— Excerpts from a dataset —

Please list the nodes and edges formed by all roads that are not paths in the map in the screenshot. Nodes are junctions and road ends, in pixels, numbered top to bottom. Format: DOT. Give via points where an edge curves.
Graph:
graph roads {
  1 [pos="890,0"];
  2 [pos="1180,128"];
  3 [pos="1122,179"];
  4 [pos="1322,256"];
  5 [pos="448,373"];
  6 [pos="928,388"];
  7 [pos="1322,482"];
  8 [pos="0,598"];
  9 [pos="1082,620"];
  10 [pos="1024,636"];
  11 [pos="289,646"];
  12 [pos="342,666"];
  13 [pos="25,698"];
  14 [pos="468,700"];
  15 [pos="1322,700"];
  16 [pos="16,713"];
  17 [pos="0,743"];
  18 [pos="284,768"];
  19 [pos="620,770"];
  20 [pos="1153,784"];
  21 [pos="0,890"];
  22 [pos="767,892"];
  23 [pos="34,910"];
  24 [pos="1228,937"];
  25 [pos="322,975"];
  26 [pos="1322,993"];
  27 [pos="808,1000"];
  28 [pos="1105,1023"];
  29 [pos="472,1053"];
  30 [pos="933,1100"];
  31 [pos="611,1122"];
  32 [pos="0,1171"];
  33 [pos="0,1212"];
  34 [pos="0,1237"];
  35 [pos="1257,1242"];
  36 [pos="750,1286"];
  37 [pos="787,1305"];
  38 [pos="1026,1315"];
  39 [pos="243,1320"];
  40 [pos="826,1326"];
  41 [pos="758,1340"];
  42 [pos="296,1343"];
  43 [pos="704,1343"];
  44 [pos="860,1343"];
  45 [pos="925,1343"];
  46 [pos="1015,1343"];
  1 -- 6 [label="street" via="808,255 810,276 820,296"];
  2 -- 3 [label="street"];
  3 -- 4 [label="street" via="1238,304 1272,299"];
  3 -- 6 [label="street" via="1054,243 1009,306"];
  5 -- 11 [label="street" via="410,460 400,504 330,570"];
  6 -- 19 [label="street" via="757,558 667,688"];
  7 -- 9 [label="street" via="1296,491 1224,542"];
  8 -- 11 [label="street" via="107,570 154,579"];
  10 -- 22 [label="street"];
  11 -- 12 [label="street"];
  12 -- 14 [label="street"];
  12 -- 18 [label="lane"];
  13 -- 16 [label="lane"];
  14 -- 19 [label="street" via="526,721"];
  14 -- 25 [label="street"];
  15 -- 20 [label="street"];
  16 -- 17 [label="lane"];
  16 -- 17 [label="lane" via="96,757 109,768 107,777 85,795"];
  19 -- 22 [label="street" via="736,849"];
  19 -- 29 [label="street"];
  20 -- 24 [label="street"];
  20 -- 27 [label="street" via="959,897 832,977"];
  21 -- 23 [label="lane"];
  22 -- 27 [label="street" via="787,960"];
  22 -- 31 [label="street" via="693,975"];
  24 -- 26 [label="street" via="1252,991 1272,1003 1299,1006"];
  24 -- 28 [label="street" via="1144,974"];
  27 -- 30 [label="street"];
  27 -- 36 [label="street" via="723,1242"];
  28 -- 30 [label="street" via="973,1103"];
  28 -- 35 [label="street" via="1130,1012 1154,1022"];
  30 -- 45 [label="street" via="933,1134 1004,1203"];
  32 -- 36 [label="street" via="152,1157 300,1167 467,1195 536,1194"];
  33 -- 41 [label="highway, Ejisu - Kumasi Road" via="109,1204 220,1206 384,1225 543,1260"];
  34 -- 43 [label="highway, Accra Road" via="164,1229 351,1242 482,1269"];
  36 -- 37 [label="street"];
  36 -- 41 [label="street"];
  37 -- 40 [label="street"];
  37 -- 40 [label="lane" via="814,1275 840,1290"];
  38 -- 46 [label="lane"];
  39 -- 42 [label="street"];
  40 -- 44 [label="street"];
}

— WHAT THE TASK ASKS —
Filter the records above for the string "lane" and copy each matching line.

— OUTPUT FOR THIS TASK —
  12 -- 18 [label="lane"];
  13 -- 16 [label="lane"];
  16 -- 17 [label="lane"];
  16 -- 17 [label="lane" via="96,757 109,768 107,777 85,795"];
  21 -- 23 [label="lane"];
  37 -- 40 [label="lane" via="814,1275 840,1290"];
  38 -- 46 [label="lane"];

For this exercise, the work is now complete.